One way to face these issues is through the use of healthcare technologies. Unfortunately, there is a large amount of diverse and heterogeneous disabilities, which require ad-hoc and personalized solutions. Moreover, the design and implementation of effective and efficient technologies is a complex and expensive process involving challenging issues, including usability and acceptability.
The work presented in this thesis aims to improve the current state of technologies available to support people with disorders affecting the mind or the motor system by proposing the use of sensors coupled with signal processing methods and artificial intelligence algorithms.
The first part of the thesis focused on mental state monitoring. We investigated the application of a low-cost portable electroencephalography sensor and supervised learning methods to evaluate a person's attention. Indeed, the analysis of attention has several purposes, including the diagnosis and rehabilitation of children with attention-deficit/hyperactivity disorder. A novel dataset was collected from volunteers during an image annotation task, and used for the experimental evaluation using different machine learning techniques.

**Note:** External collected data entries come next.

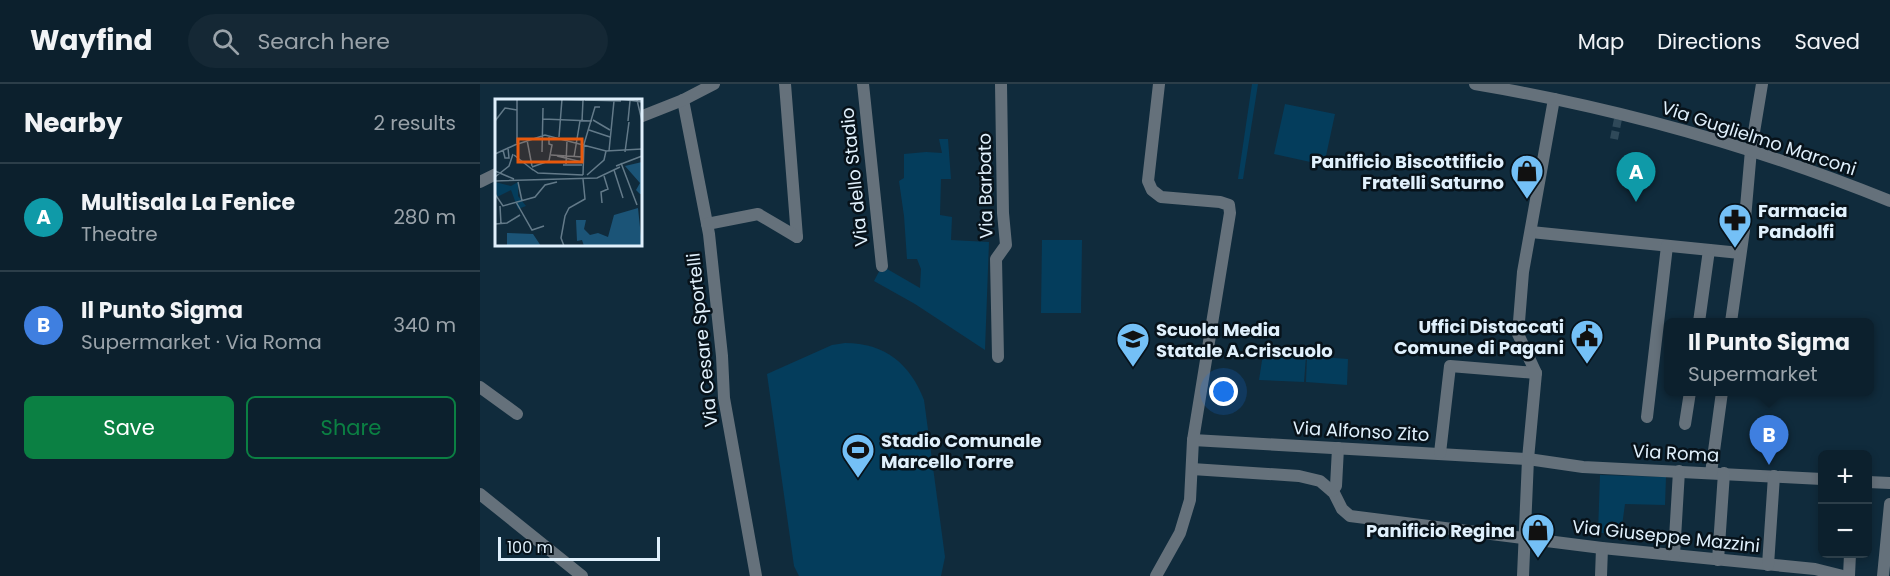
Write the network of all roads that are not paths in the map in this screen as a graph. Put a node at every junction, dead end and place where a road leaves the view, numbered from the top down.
1 (714, 84) edge
2 (785, 84) edge
3 (863, 84) edge
4 (1001, 84) edge
5 (1159, 84) edge
6 (1475, 84) edge
7 (1762, 84) edge
8 (1554, 99) junction
9 (683, 100) junction
10 (642, 116) edge
11 (1751, 150) junction
12 (1890, 201) edge
13 (706, 224) junction
14 (1531, 232) junction
15 (1666, 246) junction
16 (1709, 250) junction
17 (1740, 253) junction
18 (882, 266) dead end
19 (1700, 318) edge
20 (1732, 318) edge
21 (998, 357) dead end
22 (1536, 373) junction
23 (480, 387) edge
24 (1689, 396) edge
25 (1721, 396) edge
26 (517, 414) dead end
27 (1647, 417) dead end
28 (1685, 424) dead end
29 (1193, 441) junction
30 (1338, 448) junction
31 (1440, 453) junction
32 (1528, 459) junction
33 (1192, 469) junction
34 (1679, 471) junction
35 (1711, 472) junction
36 (1724, 473) junction
37 (1774, 477) junction
38 (1818, 479) edge
39 (1872, 482) edge
40 (1890, 483) edge
41 (1332, 491) junction
42 (480, 494) edge
43 (1890, 506) edge
44 (1523, 537) junction
45 (1602, 548) junction
46 (1674, 555) junction
47 (1850, 558) edge
48 (1718, 560) junction
49 (1768, 565) junction
50 (582, 576) edge
51 (756, 576) edge
52 (1156, 576) edge
53 (1523, 576) edge
54 (1601, 576) edge
55 (1843, 576) edge
56 (1849, 576) edge
57 (1883, 576) edge

1 - 9 street
2 - 13 street
3 - 18 street, Via dello Stadio
4 - 21 street, Via Barbato
5 - 29 street
6 - 8 street, Via Guglielmo Marconi
7 - 11 street
8 - 11 street, Via Guglielmo Marconi
8 - 14 street
9 - 10 street
9 - 13 street, Via Cesare Sportelli
11 - 12 street, Via Guglielmo Marconi
11 - 17 street
13 - 51 street, Via Cesare Sportelli
14 - 15 street
14 - 22 street
15 - 16 street
15 - 27 street
16 - 17 street
16 - 19 street
17 - 20 street
22 - 31 street
22 - 32 street
23 - 26 street
24 - 28 street
25 - 35 street
29 - 30 street, Via Alfonso Zito
29 - 33 street
30 - 31 street, Via Alfonso Zito
30 - 41 street
31 - 32 street, Via Alfonso Zito
32 - 34 street, Via Roma
32 - 44 street
33 - 41 street
33 - 52 street
34 - 35 street, Via Roma
34 - 46 street
35 - 36 street, Via Roma
36 - 37 street, Via Roma
36 - 48 street
37 - 38 street, Via Roma
37 - 49 street
39 - 40 street
41 - 44 street, Via Giuseppe Mazzini
42 - 50 street
43 - 57 street
44 - 45 street, Via Giuseppe Mazzini
44 - 53 street
45 - 46 street, Via Giuseppe Mazzini
45 - 54 street
46 - 48 street, Via Giuseppe Mazzini
47 - 56 street
48 - 49 street, Via Giuseppe Mazzini
49 - 55 street, Via Giuseppe Mazzini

Then, in the second part of the thesis, we focused on addressing limitations related to motor disability. We introduced the use of graph neural networks to process high-density electromyography data for upper limbs amputees’ movement/grasping intention recognition for enabling the use of robotic prostheses. High-density electromyography sensors can simultaneously acquire electromyography signals from different parts of the muscle, providing a large amount of spatio-temporal information that needs to be properly exploited to improve recognition accuracy. The investigation of the approach was conducted using a recent real-world dataset consisting of electromyography signals collected from 20 volunteers while performing 65 different gestures.
In the final part of the thesis, we developed a prototype of a versatile interactive system that can be useful to people with different types of disabilities. The system can maintain a food diary for frail people with nutrition problems, such as people with neurocognitive diseases or frail elderly people, which may have difficulties due to forgetfulness or physical issues. The novel architecture automatically recognizes the preparation of food at home, in a privacy-preserving and unobtrusive way, exploiting air quality data acquired from a commercial sensor, statistical features extraction, and a deep neural network. A robotic system prototype is used to simplify the interaction with the inhabitant. For this work, a large dataset of annotated sensor data acquired over a period of 8 months from different individuals in different homes was collected.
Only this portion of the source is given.